Exercise objective ::
All that is needed is each line of the entries holding the word "paths", copied as it stands.
Supplied records START
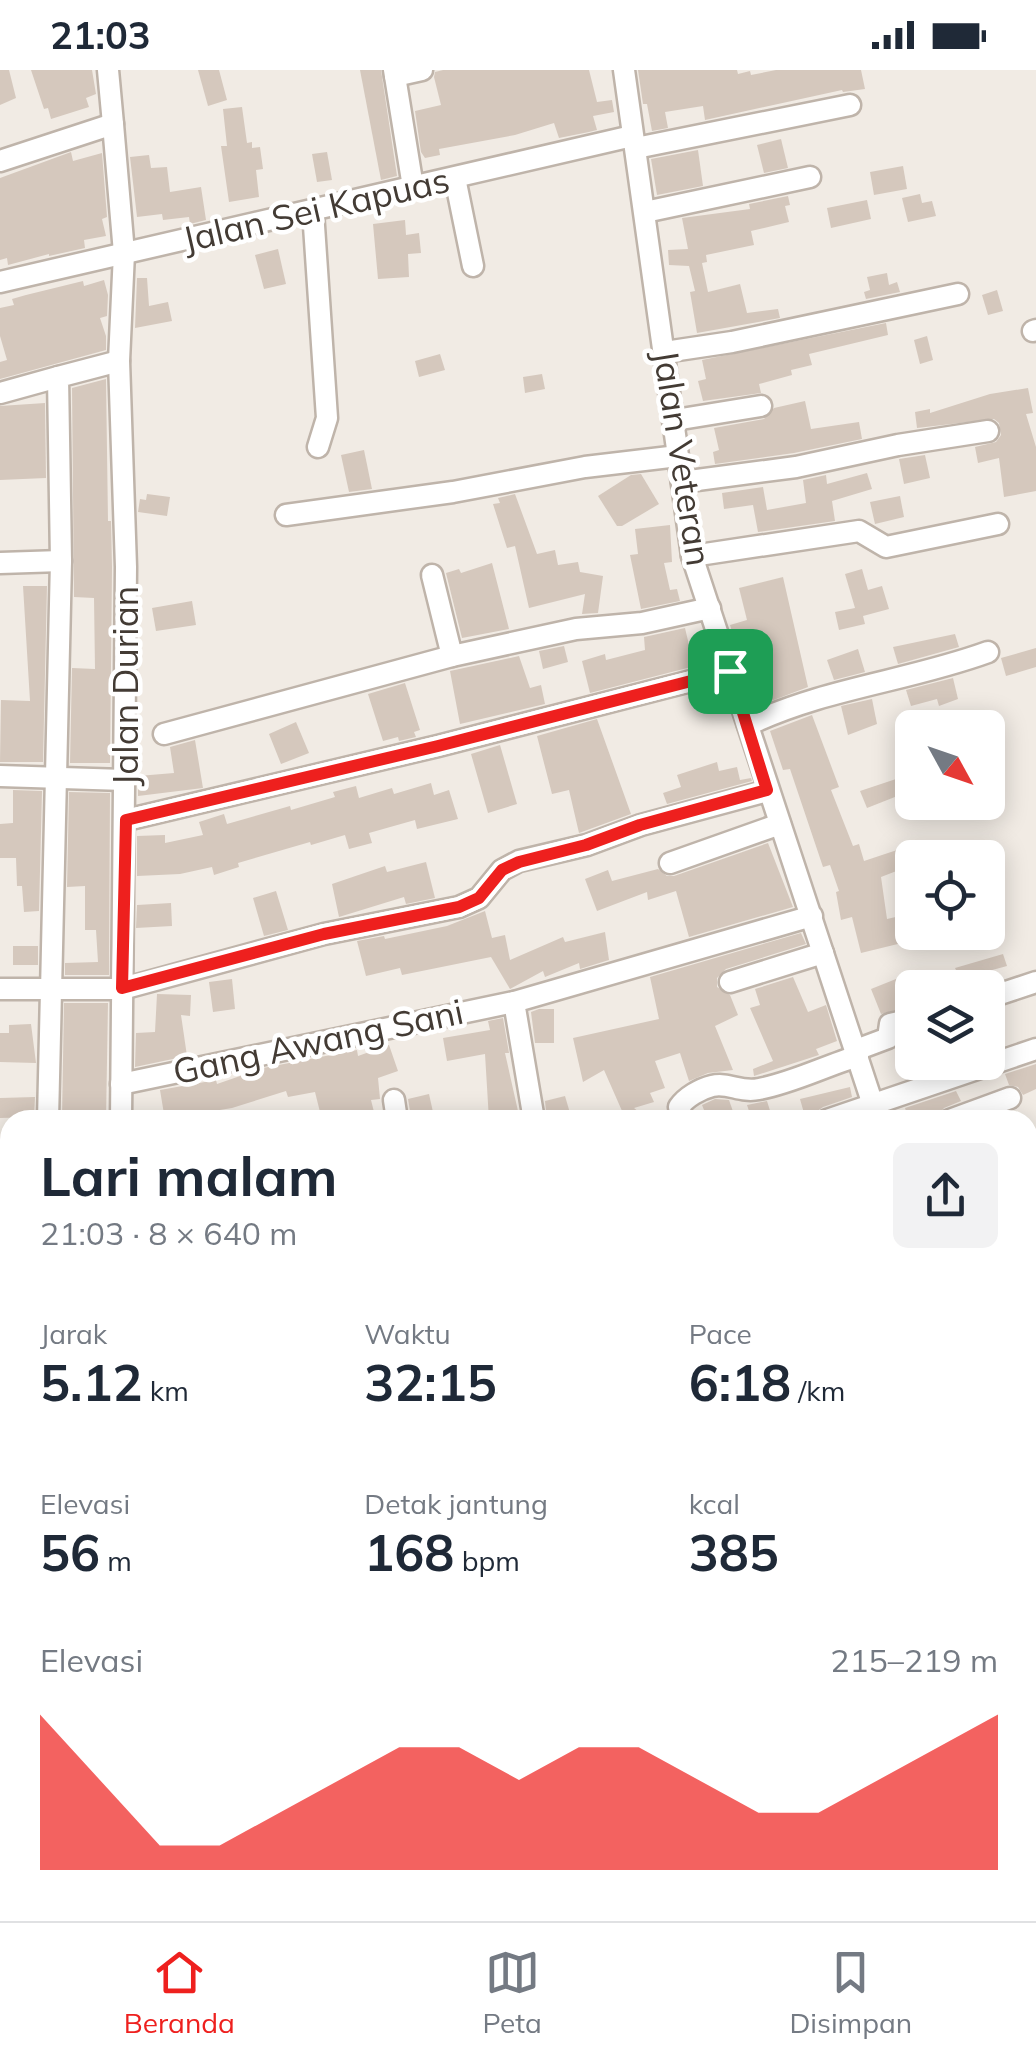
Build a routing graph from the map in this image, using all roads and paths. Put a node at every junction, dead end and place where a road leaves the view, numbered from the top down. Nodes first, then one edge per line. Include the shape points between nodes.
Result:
Supplied records END
Supplied records START
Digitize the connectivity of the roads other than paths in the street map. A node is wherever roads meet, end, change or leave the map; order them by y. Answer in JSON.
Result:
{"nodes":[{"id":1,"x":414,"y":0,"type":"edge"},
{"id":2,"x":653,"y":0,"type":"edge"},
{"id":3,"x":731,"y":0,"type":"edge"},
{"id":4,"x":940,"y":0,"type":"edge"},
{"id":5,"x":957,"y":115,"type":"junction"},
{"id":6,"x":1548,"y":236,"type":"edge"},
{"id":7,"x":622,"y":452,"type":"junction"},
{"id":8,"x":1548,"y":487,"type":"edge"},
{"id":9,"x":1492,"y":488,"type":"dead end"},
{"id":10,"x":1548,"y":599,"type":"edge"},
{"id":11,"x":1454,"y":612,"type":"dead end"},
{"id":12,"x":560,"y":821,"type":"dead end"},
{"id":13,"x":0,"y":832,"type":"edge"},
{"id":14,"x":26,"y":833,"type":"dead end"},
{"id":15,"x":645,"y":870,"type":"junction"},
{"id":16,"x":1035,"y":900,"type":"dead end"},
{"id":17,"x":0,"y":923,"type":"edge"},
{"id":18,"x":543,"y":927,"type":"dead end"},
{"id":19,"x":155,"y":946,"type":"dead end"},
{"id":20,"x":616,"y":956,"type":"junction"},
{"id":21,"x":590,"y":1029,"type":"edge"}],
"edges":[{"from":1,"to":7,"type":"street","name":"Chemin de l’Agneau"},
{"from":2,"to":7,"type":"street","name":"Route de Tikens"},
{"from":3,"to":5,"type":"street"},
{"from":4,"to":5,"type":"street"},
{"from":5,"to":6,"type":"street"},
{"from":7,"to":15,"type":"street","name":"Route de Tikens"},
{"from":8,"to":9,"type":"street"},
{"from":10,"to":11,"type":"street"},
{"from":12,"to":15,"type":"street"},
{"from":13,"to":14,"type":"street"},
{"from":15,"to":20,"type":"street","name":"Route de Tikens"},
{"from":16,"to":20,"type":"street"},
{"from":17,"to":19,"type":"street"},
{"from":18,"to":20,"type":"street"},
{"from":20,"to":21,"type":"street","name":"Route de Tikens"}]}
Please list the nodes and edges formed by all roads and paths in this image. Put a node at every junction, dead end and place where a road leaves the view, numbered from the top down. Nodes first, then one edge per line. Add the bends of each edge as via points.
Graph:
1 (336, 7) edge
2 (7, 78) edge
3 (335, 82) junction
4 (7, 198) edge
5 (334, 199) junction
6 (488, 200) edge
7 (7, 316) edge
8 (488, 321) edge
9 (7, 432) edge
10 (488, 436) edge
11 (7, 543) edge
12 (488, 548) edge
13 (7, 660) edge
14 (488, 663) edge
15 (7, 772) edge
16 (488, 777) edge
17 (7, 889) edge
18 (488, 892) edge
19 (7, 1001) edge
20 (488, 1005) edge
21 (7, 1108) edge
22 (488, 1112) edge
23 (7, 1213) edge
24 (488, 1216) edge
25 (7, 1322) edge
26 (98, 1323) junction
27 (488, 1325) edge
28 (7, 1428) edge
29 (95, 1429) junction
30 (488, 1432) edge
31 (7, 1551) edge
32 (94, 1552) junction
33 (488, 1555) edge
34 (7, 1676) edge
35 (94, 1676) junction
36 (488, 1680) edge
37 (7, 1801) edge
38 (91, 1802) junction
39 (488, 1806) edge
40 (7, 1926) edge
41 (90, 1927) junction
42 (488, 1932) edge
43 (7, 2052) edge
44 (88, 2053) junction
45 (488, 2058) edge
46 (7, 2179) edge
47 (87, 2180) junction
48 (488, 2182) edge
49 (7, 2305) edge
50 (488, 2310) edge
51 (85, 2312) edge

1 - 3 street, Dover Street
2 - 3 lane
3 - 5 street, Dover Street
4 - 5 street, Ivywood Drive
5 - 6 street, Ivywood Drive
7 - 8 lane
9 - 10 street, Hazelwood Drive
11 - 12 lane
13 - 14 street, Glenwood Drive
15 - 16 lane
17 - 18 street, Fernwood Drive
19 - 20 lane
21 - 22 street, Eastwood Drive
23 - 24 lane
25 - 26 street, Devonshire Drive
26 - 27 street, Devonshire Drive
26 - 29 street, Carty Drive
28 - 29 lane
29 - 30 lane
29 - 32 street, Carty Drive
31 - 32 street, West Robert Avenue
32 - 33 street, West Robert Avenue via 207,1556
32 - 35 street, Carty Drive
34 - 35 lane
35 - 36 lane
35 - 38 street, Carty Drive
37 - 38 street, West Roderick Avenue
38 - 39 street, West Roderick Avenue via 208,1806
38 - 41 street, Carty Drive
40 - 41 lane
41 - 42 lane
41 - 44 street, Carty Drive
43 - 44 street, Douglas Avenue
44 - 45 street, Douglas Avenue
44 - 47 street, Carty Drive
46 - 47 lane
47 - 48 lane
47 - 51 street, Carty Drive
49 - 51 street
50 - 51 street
Supplied records END
Output ::
Build a routing graph from the map in this image, using all roads and paths. Put a node at every junction, dead end and place where a road leaves the view, numbered from the top down. Nodes first, then one edge per line. Include the shape points between nodes.
Digitize the connectivity of the roads other than paths in the street map. A node is wherever roads meet, end, change or leave the map; order them by y. Answer in JSON.
Please list the nodes and edges formed by all roads and paths in this image. Put a node at every junction, dead end and place where a road leaves the view, numbered from the top down. Nodes first, then one edge per line. Add the bends of each edge as via points.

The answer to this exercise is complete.